- _EXERCISE_
Go through the data below and gather each line containing "Rise".

Collected data entries
━━━━━━━━━━

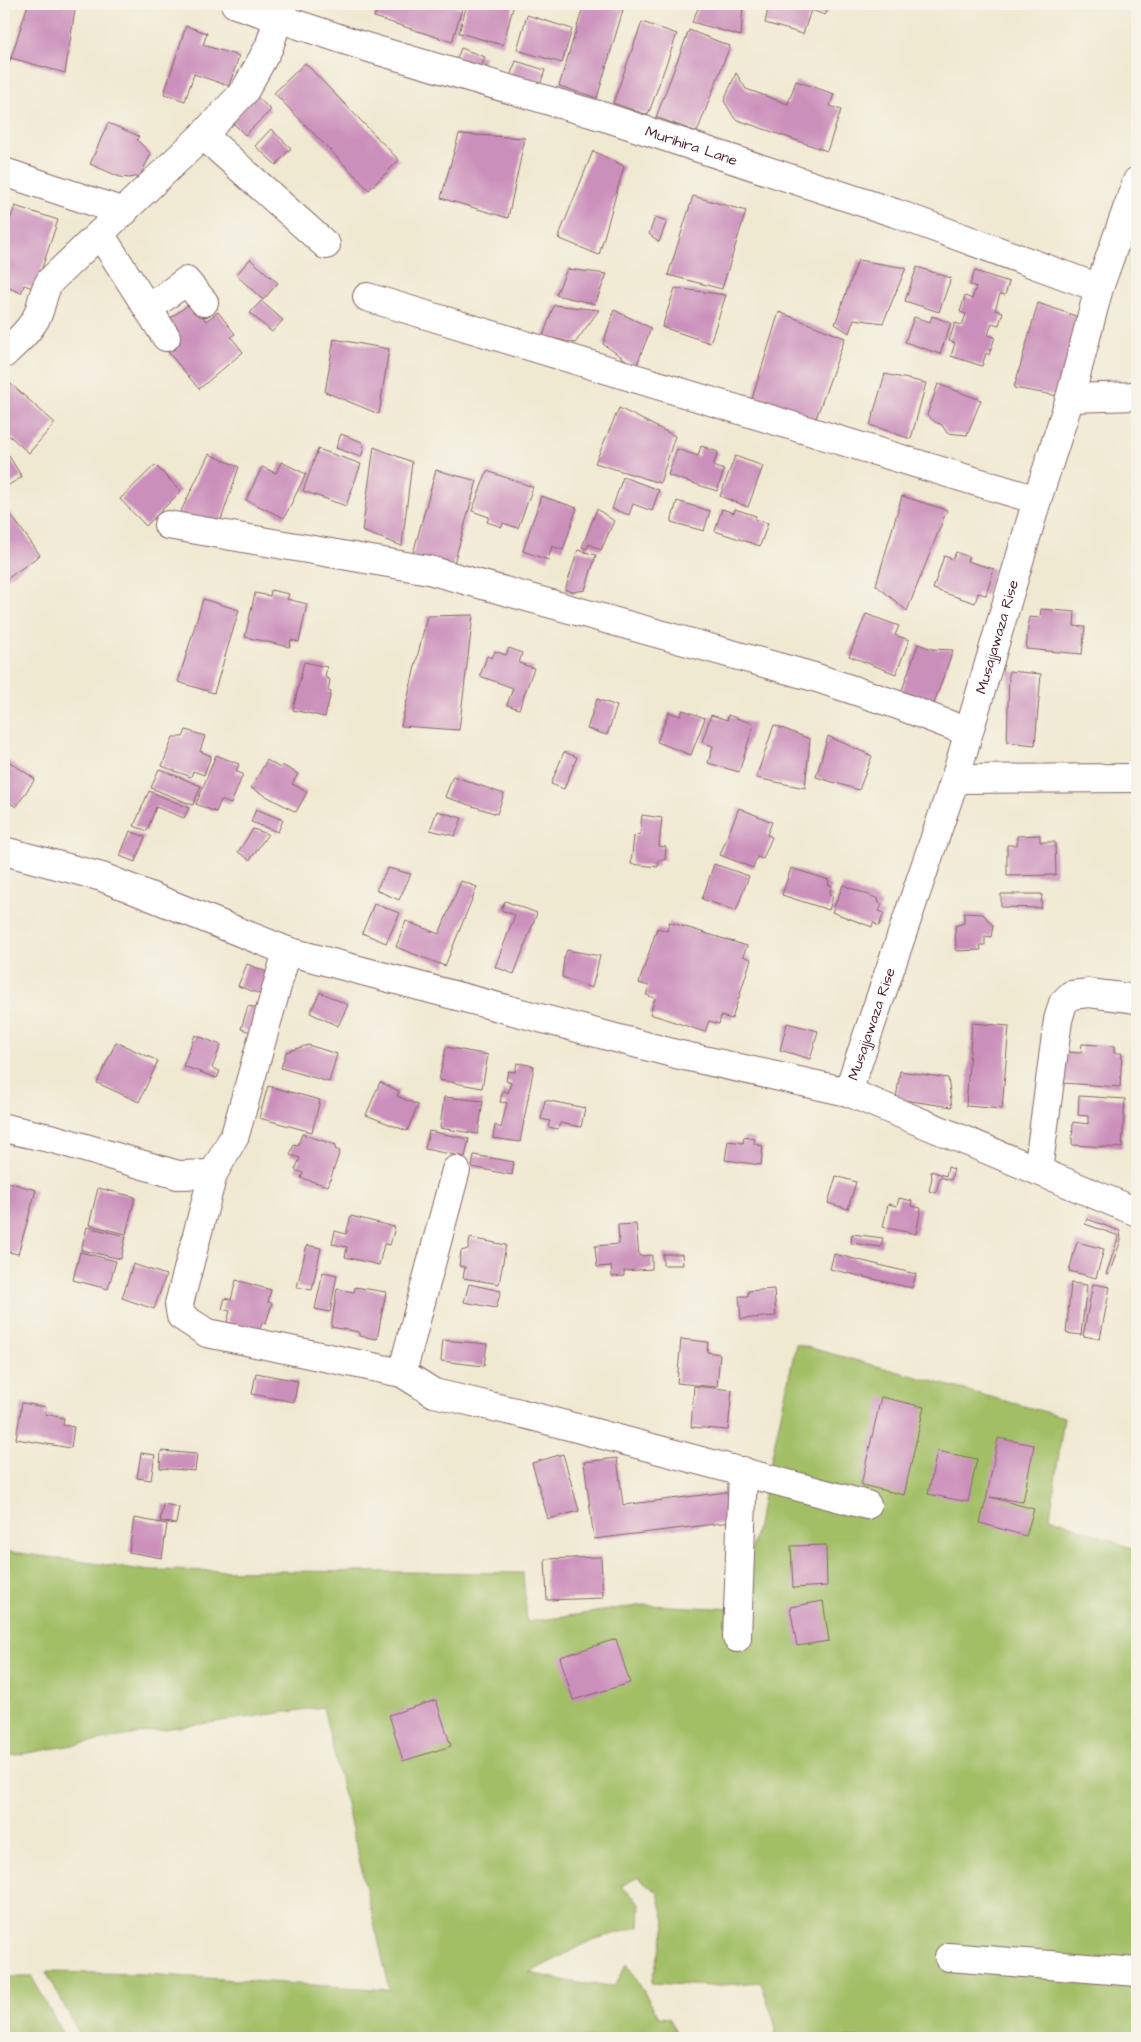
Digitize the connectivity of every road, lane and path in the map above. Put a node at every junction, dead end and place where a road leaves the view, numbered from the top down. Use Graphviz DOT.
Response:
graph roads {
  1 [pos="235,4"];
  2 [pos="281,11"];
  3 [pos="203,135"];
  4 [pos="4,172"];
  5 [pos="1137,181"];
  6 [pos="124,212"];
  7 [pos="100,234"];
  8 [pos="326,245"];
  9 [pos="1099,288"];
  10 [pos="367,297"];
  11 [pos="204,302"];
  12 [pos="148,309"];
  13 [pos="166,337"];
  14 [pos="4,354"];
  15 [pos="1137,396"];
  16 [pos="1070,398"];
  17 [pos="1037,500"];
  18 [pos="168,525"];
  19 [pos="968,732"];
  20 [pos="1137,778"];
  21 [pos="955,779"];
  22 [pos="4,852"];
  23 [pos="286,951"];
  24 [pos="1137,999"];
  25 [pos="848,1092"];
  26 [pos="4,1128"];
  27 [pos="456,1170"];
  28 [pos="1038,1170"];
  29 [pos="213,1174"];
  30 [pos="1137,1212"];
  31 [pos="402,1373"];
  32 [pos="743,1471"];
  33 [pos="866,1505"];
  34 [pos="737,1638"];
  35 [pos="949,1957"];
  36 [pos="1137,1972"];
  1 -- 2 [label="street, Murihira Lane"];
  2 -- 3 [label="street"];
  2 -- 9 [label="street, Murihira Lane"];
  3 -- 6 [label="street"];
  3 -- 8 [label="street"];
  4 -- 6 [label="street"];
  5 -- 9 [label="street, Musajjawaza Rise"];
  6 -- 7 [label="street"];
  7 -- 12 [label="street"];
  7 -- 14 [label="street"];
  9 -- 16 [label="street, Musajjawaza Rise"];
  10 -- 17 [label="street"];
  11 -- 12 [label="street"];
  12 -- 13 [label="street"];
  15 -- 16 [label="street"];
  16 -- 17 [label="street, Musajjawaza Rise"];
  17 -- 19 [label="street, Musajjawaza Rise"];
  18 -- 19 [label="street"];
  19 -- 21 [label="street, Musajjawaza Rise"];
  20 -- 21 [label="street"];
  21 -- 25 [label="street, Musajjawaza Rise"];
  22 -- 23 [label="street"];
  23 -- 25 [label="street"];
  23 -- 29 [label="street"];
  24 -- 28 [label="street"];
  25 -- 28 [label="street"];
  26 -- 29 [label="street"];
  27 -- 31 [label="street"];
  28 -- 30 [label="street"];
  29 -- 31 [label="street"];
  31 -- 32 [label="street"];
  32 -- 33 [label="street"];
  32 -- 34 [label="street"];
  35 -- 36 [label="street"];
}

━━━━━━━━━━

- _SOLUTION TO THIS PROBLEM_
  5 -- 9 [label="street, Musajjawaza Rise"];
  9 -- 16 [label="street, Musajjawaza Rise"];
  16 -- 17 [label="street, Musajjawaza Rise"];
  17 -- 19 [label="street, Musajjawaza Rise"];
  19 -- 21 [label="street, Musajjawaza Rise"];
  21 -- 25 [label="street, Musajjawaza Rise"];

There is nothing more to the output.